==== Data records ====

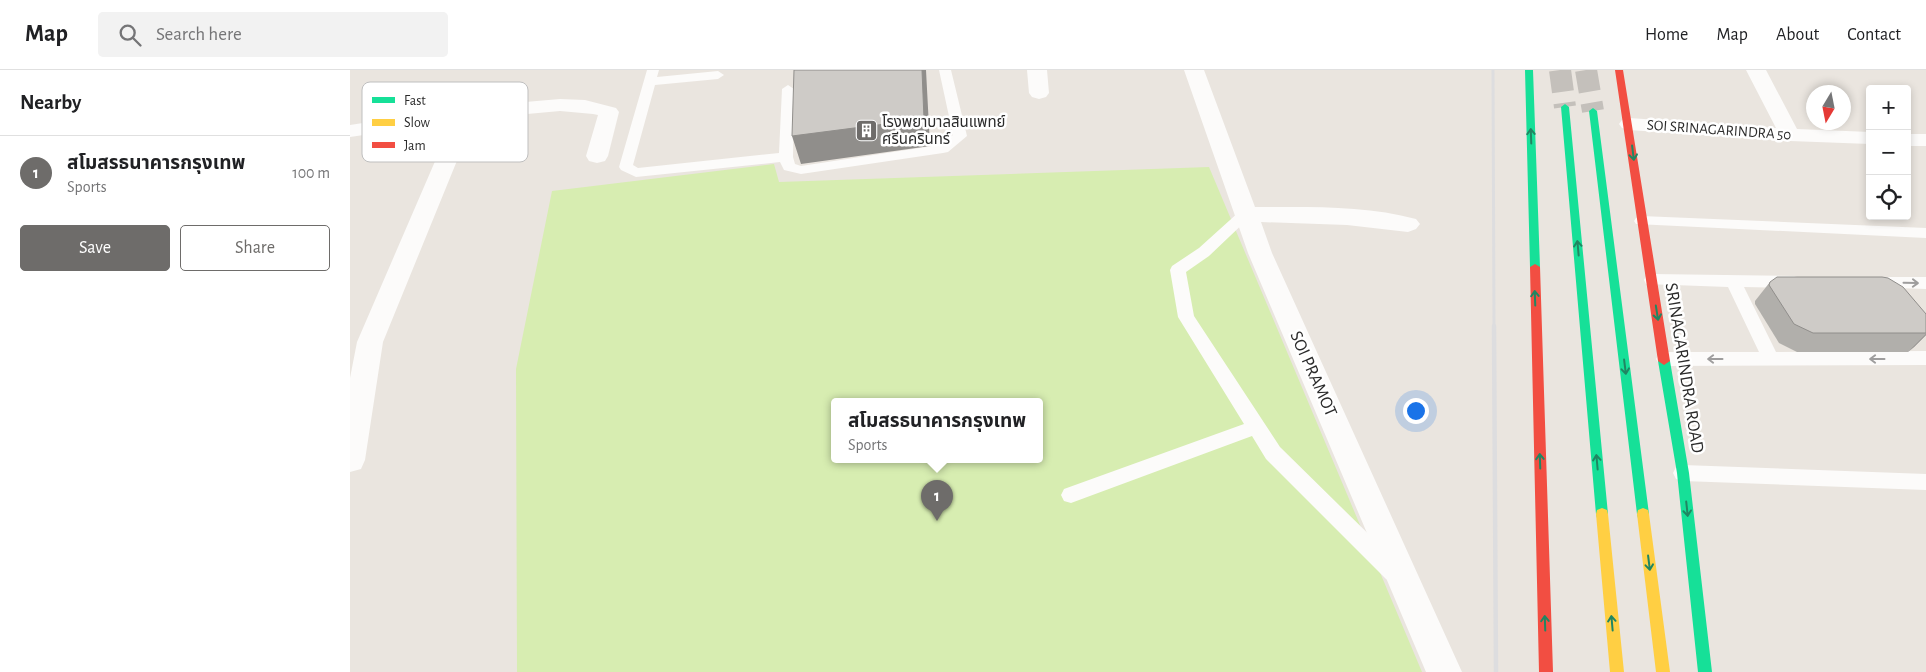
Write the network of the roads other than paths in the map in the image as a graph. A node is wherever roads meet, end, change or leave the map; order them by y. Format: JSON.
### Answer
{"nodes":[{"id":1,"x":945,"y":70,"type":"edge"},
{"id":2,"x":1037,"y":70,"type":"edge"},
{"id":3,"x":1194,"y":70,"type":"edge"},
{"id":4,"x":1529,"y":70,"type":"edge"},
{"id":5,"x":1620,"y":70,"type":"edge"},
{"id":6,"x":1756,"y":70,"type":"edge"},
{"id":7,"x":718,"y":75,"type":"dead end"},
{"id":8,"x":652,"y":76,"type":"edge"},
{"id":9,"x":788,"y":89,"type":"dead end"},
{"id":10,"x":1039,"y":93,"type":"dead end"},
{"id":11,"x":528,"y":107,"type":"edge"},
{"id":12,"x":1565,"y":107,"type":"tunnel mouth"},
{"id":13,"x":1593,"y":111,"type":"tunnel mouth"},
{"id":14,"x":1629,"y":124,"type":"junction"},
{"id":15,"x":1790,"y":135,"type":"junction"},
{"id":16,"x":1866,"y":138,"type":"edge"},
{"id":17,"x":1911,"y":140,"type":"edge"},
{"id":18,"x":1926,"y":140,"type":"edge"},
{"id":19,"x":597,"y":156,"type":"dead end"},
{"id":20,"x":786,"y":157,"type":"junction"},
{"id":21,"x":445,"y":162,"type":"edge"},
{"id":22,"x":1245,"y":214,"type":"junction"},
{"id":23,"x":1642,"y":220,"type":"junction"},
{"id":24,"x":1408,"y":224,"type":"dead end"},
{"id":25,"x":1926,"y":233,"type":"edge"},
{"id":26,"x":1652,"y":280,"type":"junction"},
{"id":27,"x":1733,"y":281,"type":"junction"},
{"id":28,"x":1810,"y":282,"type":"edge"},
{"id":29,"x":1858,"y":282,"type":"edge"},
{"id":30,"x":1926,"y":283,"type":"edge"},
{"id":31,"x":1665,"y":358,"type":"junction"},
{"id":32,"x":1926,"y":358,"type":"edge"},
{"id":33,"x":1772,"y":359,"type":"junction"},
{"id":34,"x":1256,"y":427,"type":"junction"},
{"id":35,"x":350,"y":460,"type":"edge"},
{"id":36,"x":1683,"y":473,"type":"junction"},
{"id":37,"x":1926,"y":482,"type":"edge"},
{"id":38,"x":1071,"y":495,"type":"dead end"},
{"id":39,"x":1406,"y":585,"type":"junction"},
{"id":40,"x":1444,"y":672,"type":"edge"},
{"id":41,"x":1546,"y":672,"type":"edge"},
{"id":42,"x":1617,"y":672,"type":"edge"},
{"id":43,"x":1663,"y":672,"type":"edge"},
{"id":44,"x":1705,"y":672,"type":"edge"}],
"edges":[{"from":1,"to":20,"type":"lane"},
{"from":2,"to":10,"type":"street"},
{"from":3,"to":22,"type":"street","name":"SOI PRAMOT"},
{"from":41,"to":4,"type":"main road","one_way":true},
{"from":5,"to":14,"type":"main road","name":"SRINAGARINDRA ROAD"},
{"from":6,"to":15,"type":"street"},
{"from":7,"to":8,"type":"lane"},
{"from":8,"to":20,"type":"lane"},
{"from":9,"to":20,"type":"lane"},
{"from":11,"to":19,"type":"street"},
{"from":42,"to":12,"type":"main road","one_way":true},
{"from":13,"to":43,"type":"main road","one_way":true},
{"from":14,"to":15,"type":"street","name":"SOI SRINAGARINDRA 50"},
{"from":14,"to":23,"type":"main road","name":"SRINAGARINDRA ROAD","one_way":true},
{"from":15,"to":16,"type":"street","name":"SOI SRINAGARINDRA 50"},
{"from":17,"to":18,"type":"street"},
{"from":21,"to":35,"type":"street"},
{"from":22,"to":24,"type":"street"},
{"from":22,"to":34,"type":"lane"},
{"from":22,"to":39,"type":"street","name":"SOI PRAMOT"},
{"from":23,"to":25,"type":"lane"},
{"from":23,"to":26,"type":"main road","name":"SRINAGARINDRA ROAD"},
{"from":26,"to":27,"type":"lane"},
{"from":26,"to":31,"type":"main road","name":"SRINAGARINDRA ROAD","one_way":true},
{"from":27,"to":28,"type":"lane"},
{"from":27,"to":33,"type":"lane"},
{"from":29,"to":30,"type":"lane","one_way":true},
{"from":33,"to":31,"type":"lane","one_way":true},
{"from":31,"to":36,"type":"main road","name":"SRINAGARINDRA ROAD"},
{"from":32,"to":33,"type":"lane","one_way":true},
{"from":34,"to":38,"type":"lane"},
{"from":34,"to":39,"type":"lane"},
{"from":36,"to":37,"type":"lane"},
{"from":36,"to":44,"type":"main road","name":"SRINAGARINDRA ROAD","one_way":true},
{"from":39,"to":40,"type":"street","name":"SOI PRAMOT"}]}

====

Counting only lines that contain "true", say how many there are in the material above, and add nothing.

9